Arriba, algunos volúmenes de la Biblioteca Clásica Gredos; en el centro, los lomos de Aguilar con el retrato en relieve del autor, reconocibles al instante en cualquier feria; abajo, varios formatos históricos de las ediciones de Aguilar. Fundada en 1944 en Madrid, Gredos hizo de la Filología y la Filosofía sus principales campos de estudio. Aquí puedes ver la lista de títulos publicados por «la Clásica» hasta su cese definitivo en 2017. Por su parte, Aguilar nació —también en Madrid— en 1923 y fue un referente en castellano hasta su quiebra en 1982. Cuatro años más tarde sería adquirida por el Grupo Timón y, finalmente, integrada en Penguin Random House desde 2014. Como en el caso de Gredos, la calidad de sus libros cayó en picado con los cambios de manos. Junto a sus tomos de Obras completas, la editorial dejó colecciones como la de Premios Nobel o los famosos Crisolines —de solo 12 x 9 centímetros—. Aquí puedes leer más sobre Aguilar; aquí, navegar por una parte de su labor.

El caso es que tuve la suerte de estar allí en 2001 para comprar el libro del que pretendo hablarles hoy. Contiene tres lecturas homéricas poco conocidas: la Ilíada latina de Bebio Itálico, el Diario de la guerra de Troya de Dictis Cretense, y la Historia de la destrucción de Troya de Dares Frigio. No se extrañe el lector si de nada le suenan estos nombres, pues van de la probable atribución a la más pura leyenda. Rematan el volumen las excelentes introducciones, marca de la casa, de las que voy a servirme sin mucho pudor —ya poco importa otro saqueo—. Conste al menos que se deben, esta vez, a María Felisa del Barrio Vega y Vicente Cristóbal López.

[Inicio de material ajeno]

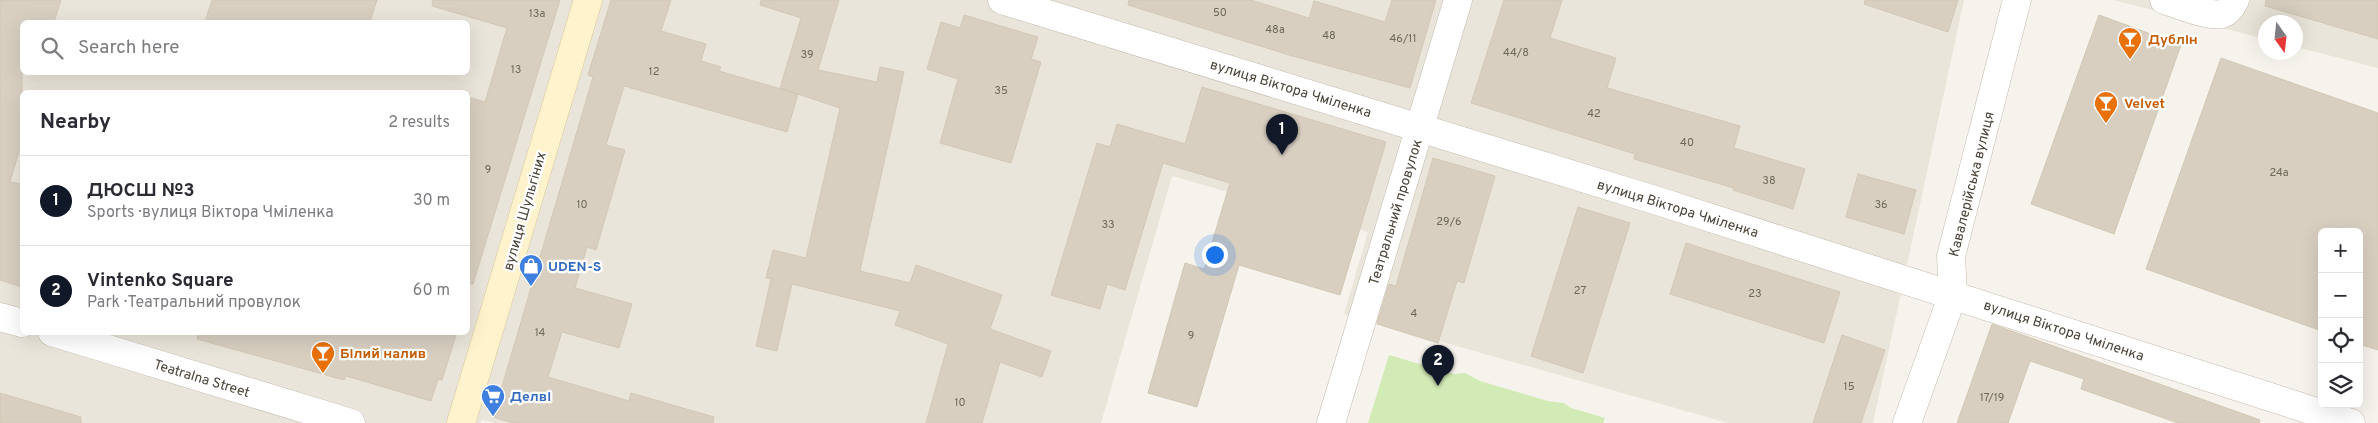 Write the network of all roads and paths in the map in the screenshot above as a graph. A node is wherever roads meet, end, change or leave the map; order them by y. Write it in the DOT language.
graph roads {
  1 [pos="588,0"];
  2 [pos="1002,0"];
  3 [pos="1458,0"];
  4 [pos="2017,0"];
  5 [pos="2164,0"];
  6 [pos="2229,7"];
  7 [pos="1420,127"];
  8 [pos="1953,294"];
  9 [pos="0,317"];
  10 [pos="20,323"];
  11 [pos="62,335"];
  12 [pos="352,423"];
  13 [pos="461,423"];
  14 [pos="1331,423"];
  15 [pos="1907,423"];
  16 [pos="2351,423"];
  1 -- 13 [label="street, вулиця Шульгіних"];
  2 -- 7 [label="street, вулиця Віктора Чміленка"];
  3 -- 7 [label="street, Театральний провулок"];
  4 -- 8 [label="street, Кавалерійська вулиця"];
  5 -- 6 [label="street"];
  7 -- 8 [label="street, вулиця Віктора Чміленка"];
  7 -- 14 [label="street, Театральний провулок"];
  8 -- 15 [label="street, Кавалерійська вулиця"];
  8 -- 16 [label="street, вулиця Віктора Чміленка"];
  9 -- 10 [label="street"];
  11 -- 12 [label="street, Teatralna Street"];
} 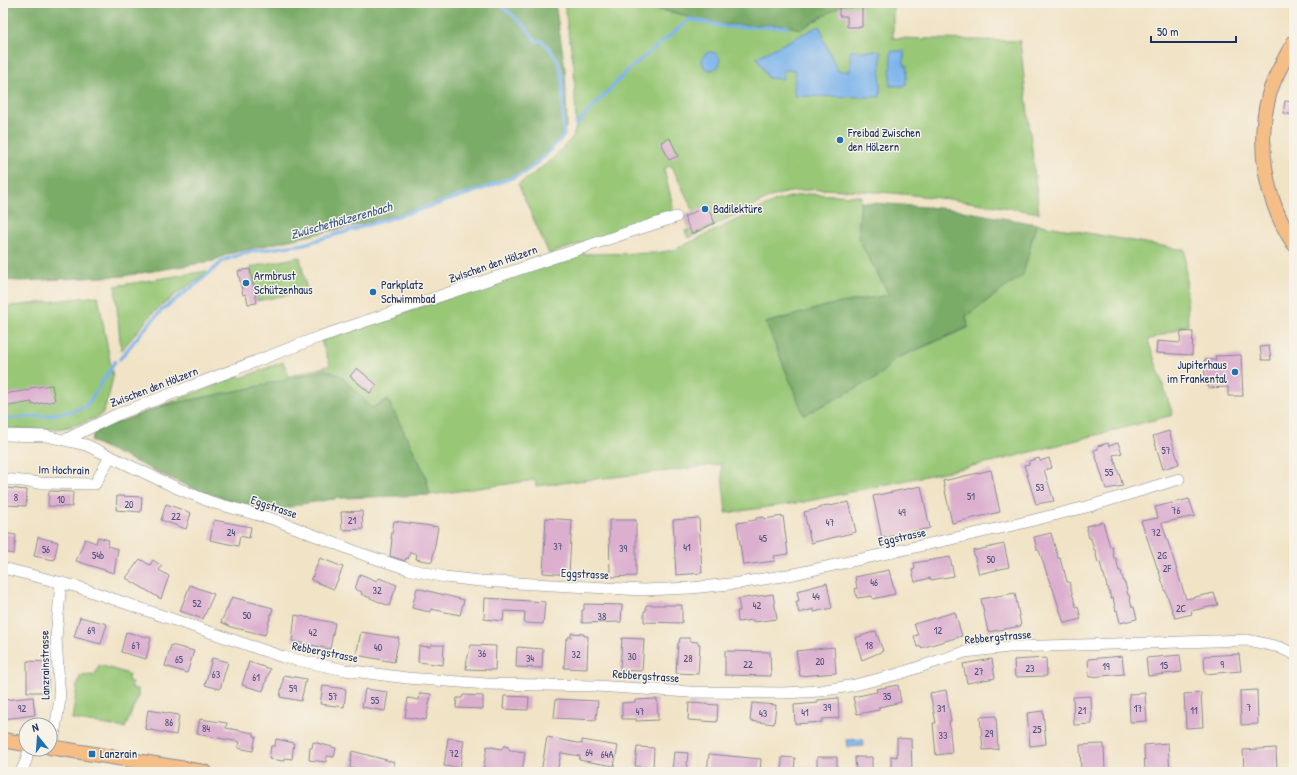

Buena parte de la historiografía moderna defiende la existencia de una guerra en Troya a finales de la era micénica —en torno al siglo XIII a.C.—, aunque del todo ajena en sus detalles al relato de Homero. Nada sólido respaldaba la idea hasta que Heinrich Schliemann, un millonario prusiano aficionado a la arqueología, dirigió —desde 1870— una polémica excavación en la colina de Hisarlik (Turquía). Allí se encontraron los restos de lo que pudo haber sido Troya, identificable —al parecer— con la ciudad hitita de Wilusa. Haz clic aquí para leer sobre la guerra; aquí, para saber más sobre Schliemann —retratado en la foto—; y aquí, sobre su expedición, tan importante para la Historia como destructiva por sus graves errores de interpretación y método.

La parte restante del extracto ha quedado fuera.